Dusenbery was given Stone World's "Technological Achievement Award" in 1999, which recognizes stone workers who innovate, share, and promote new technologies in the industry.

Other awards include the 1985 Augustus Saint-Gaudens Memorial Prize in 1985, Deutscher Akademischer Austasch Dienst in 1982, National Endowment for the Arts Fellowship in 1981 and Creative Arts Service Grant in 1980.

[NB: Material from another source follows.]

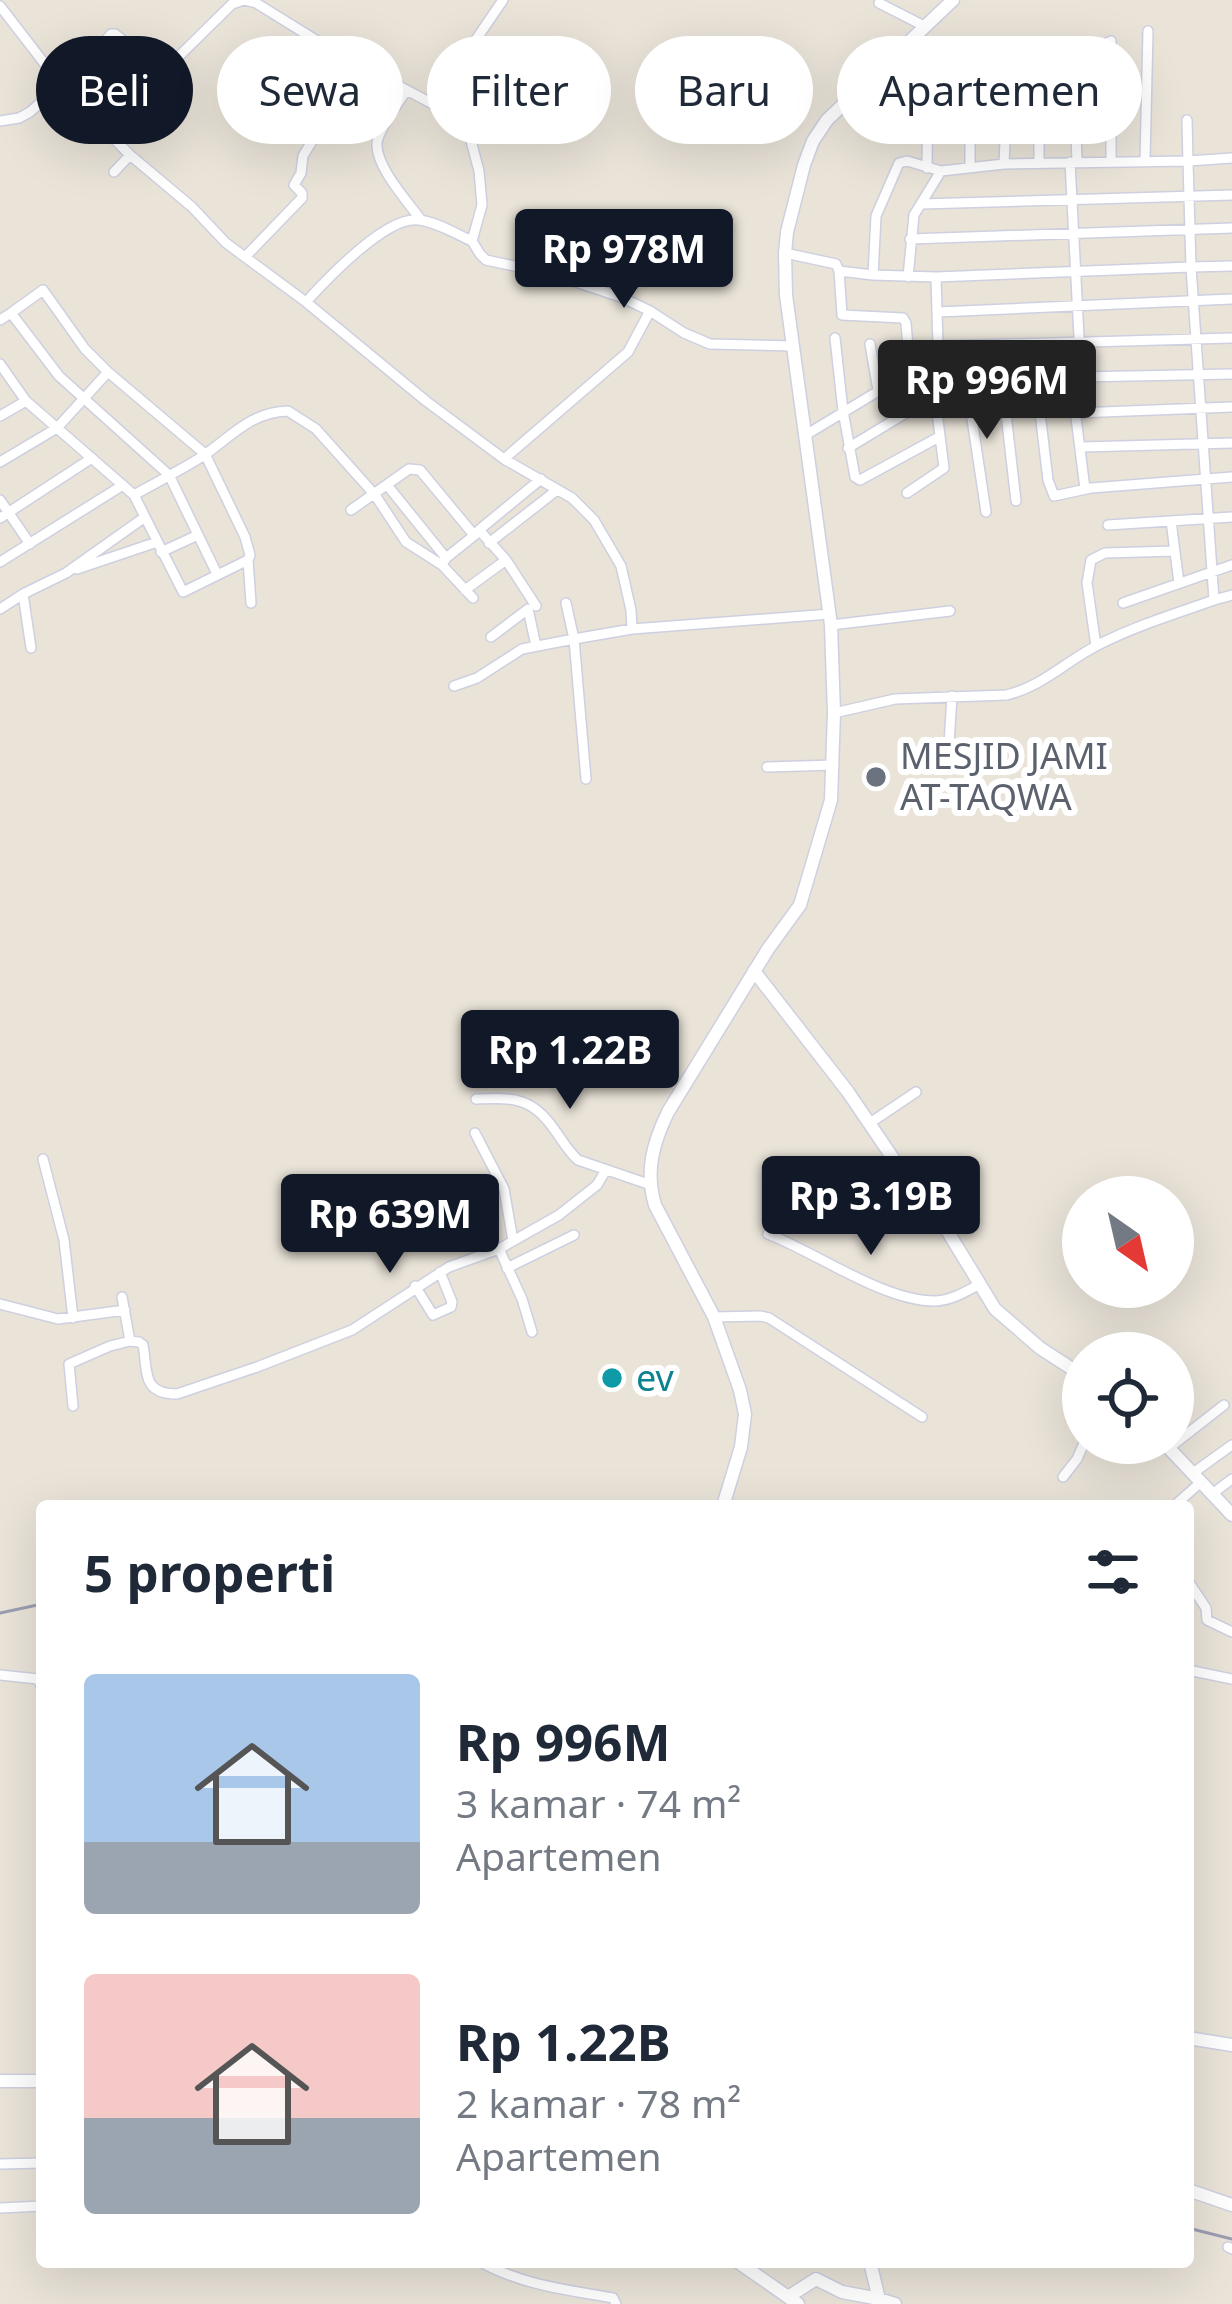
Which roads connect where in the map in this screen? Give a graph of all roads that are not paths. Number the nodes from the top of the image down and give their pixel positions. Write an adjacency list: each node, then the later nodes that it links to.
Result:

Dusenbery received the commission for the entrance to the Presidential Trauma Center serving the Northwest in 2009. The entrance relief is 75 feet long and ten feet high. Titled "In the Garden," it is made with six variously colored marbles and comprises three formal garden views, a metaphor for man's work with nature. The work was installed in late 2011 at the Harborview Hospital in Seattle, Washington.